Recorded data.
%%

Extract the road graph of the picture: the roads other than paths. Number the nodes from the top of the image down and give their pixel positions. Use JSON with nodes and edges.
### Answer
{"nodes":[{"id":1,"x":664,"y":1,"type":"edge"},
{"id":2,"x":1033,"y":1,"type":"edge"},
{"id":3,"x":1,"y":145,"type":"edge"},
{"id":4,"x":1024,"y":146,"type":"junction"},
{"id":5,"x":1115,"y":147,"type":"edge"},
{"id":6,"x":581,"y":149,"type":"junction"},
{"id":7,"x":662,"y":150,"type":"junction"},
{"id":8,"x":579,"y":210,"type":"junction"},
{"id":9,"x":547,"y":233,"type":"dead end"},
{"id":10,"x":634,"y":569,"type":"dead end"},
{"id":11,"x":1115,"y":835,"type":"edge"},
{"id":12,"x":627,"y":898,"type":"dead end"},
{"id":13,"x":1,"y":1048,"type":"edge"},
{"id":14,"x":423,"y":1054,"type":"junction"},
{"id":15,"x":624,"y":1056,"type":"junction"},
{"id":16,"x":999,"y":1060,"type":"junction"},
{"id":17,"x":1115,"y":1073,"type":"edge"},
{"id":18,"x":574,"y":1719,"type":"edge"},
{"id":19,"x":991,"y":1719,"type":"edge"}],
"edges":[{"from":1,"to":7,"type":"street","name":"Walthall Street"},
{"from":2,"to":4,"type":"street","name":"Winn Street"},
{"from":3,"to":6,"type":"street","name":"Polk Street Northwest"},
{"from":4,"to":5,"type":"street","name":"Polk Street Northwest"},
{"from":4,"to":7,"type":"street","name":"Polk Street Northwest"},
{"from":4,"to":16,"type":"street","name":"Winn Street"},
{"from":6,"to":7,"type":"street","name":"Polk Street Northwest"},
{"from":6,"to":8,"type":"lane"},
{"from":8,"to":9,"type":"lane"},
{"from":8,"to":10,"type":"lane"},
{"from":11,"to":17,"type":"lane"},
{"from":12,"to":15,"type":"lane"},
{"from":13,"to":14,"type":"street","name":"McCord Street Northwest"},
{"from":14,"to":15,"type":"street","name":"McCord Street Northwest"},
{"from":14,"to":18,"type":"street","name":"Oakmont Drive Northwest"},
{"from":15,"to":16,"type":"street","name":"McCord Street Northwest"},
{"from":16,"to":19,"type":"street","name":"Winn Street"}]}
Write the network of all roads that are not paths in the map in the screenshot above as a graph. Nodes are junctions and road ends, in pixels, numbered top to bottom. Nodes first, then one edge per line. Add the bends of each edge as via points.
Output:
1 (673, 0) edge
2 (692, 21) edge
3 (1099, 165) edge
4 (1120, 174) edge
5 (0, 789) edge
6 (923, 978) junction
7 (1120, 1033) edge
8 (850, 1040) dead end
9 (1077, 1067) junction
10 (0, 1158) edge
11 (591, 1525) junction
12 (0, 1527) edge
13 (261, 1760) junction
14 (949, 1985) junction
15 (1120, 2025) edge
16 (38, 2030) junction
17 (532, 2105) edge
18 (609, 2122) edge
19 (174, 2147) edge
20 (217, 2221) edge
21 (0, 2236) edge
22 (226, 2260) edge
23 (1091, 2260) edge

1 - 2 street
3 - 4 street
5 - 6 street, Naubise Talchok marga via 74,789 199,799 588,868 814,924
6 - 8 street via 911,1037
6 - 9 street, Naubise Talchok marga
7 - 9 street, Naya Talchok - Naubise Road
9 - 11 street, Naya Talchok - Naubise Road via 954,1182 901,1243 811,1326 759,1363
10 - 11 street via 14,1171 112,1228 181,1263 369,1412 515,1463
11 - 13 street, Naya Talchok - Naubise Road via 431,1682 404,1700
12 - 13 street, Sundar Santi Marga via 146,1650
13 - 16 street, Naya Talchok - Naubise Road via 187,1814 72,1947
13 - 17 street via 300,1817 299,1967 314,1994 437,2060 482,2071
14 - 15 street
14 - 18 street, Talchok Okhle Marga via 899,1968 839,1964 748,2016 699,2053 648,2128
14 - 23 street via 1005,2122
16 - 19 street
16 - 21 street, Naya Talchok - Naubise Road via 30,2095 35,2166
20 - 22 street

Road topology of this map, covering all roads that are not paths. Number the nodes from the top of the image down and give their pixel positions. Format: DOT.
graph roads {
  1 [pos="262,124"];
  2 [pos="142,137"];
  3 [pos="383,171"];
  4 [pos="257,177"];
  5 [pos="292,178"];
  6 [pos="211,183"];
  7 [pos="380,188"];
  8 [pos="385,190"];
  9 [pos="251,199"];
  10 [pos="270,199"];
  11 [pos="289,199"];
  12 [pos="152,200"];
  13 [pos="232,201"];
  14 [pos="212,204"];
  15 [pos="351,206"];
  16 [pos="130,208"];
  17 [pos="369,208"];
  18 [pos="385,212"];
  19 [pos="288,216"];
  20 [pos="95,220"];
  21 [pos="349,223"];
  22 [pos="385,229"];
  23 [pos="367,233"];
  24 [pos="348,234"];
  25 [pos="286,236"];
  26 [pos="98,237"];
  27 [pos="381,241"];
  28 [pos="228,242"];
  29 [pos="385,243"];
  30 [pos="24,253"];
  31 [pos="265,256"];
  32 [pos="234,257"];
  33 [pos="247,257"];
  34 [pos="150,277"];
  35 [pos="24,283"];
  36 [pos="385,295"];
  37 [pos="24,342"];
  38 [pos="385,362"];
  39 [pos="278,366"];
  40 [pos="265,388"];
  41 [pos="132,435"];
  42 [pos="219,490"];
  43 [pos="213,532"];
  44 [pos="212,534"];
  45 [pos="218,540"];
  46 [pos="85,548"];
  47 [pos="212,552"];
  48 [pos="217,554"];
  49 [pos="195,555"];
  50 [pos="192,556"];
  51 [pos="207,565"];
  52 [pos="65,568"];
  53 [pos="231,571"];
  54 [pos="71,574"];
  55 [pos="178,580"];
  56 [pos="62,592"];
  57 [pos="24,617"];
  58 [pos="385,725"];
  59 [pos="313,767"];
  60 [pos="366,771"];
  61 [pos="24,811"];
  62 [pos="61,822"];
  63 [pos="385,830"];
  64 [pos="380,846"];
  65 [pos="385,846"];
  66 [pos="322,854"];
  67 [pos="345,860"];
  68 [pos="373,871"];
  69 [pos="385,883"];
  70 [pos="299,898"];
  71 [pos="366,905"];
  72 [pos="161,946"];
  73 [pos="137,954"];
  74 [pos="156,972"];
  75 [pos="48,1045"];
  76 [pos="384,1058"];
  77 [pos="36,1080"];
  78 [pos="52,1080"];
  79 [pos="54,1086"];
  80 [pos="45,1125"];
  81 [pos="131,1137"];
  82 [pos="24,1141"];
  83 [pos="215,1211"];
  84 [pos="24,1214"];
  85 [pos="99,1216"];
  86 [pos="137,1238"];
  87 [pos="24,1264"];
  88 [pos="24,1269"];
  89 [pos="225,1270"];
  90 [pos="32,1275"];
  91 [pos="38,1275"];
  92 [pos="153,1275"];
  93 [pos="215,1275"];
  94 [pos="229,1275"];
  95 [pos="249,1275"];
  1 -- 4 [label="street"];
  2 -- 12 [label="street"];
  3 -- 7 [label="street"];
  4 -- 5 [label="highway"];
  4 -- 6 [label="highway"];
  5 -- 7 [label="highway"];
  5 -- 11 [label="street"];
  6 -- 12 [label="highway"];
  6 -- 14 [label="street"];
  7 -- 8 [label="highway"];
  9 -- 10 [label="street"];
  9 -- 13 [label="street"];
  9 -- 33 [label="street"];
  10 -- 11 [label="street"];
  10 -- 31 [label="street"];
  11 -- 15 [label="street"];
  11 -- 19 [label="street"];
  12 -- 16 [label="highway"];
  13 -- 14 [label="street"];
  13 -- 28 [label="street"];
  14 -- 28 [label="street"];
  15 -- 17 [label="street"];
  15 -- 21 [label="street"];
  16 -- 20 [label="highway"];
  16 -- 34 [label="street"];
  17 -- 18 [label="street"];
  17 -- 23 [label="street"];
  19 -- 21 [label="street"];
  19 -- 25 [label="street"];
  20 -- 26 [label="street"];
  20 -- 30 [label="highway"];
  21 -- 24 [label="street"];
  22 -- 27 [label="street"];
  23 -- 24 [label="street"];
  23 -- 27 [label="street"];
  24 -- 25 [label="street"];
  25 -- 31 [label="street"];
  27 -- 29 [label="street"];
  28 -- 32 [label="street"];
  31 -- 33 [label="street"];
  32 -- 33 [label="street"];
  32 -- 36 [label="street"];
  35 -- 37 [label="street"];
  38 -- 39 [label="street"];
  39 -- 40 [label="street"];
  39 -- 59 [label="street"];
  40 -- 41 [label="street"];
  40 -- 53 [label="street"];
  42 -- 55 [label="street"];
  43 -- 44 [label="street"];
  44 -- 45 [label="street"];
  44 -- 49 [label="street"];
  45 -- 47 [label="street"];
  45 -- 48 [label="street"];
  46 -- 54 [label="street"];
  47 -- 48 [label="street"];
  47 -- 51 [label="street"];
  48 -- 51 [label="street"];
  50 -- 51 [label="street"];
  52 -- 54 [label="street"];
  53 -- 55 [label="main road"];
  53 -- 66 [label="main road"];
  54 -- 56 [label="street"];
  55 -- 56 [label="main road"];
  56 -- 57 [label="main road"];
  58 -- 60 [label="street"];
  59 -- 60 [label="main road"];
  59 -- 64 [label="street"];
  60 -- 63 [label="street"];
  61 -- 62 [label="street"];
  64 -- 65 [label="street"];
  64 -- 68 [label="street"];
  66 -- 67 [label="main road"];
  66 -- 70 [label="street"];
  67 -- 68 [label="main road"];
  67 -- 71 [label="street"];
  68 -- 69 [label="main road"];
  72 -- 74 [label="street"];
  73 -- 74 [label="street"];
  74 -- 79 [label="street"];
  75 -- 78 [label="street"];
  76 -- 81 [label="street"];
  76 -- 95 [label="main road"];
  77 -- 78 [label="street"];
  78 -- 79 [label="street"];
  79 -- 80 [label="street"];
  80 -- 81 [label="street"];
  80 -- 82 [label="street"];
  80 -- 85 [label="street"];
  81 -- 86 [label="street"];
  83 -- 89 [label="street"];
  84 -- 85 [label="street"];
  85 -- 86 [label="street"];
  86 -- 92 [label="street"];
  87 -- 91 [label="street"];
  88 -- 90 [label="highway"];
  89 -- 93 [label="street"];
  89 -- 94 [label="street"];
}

%%

What you will do.
Scan the records for the string "positions" and report each line where it occurs.

Expected answer.
Extract the road graph of the picture: the roads other than paths. Number the nodes from the top of the image down and give their pixel positions. Use JSON with nodes and edges.
Road topology of this map, covering all roads that are not paths. Number the nodes from the top of the image down and give their pixel positions. Format: DOT.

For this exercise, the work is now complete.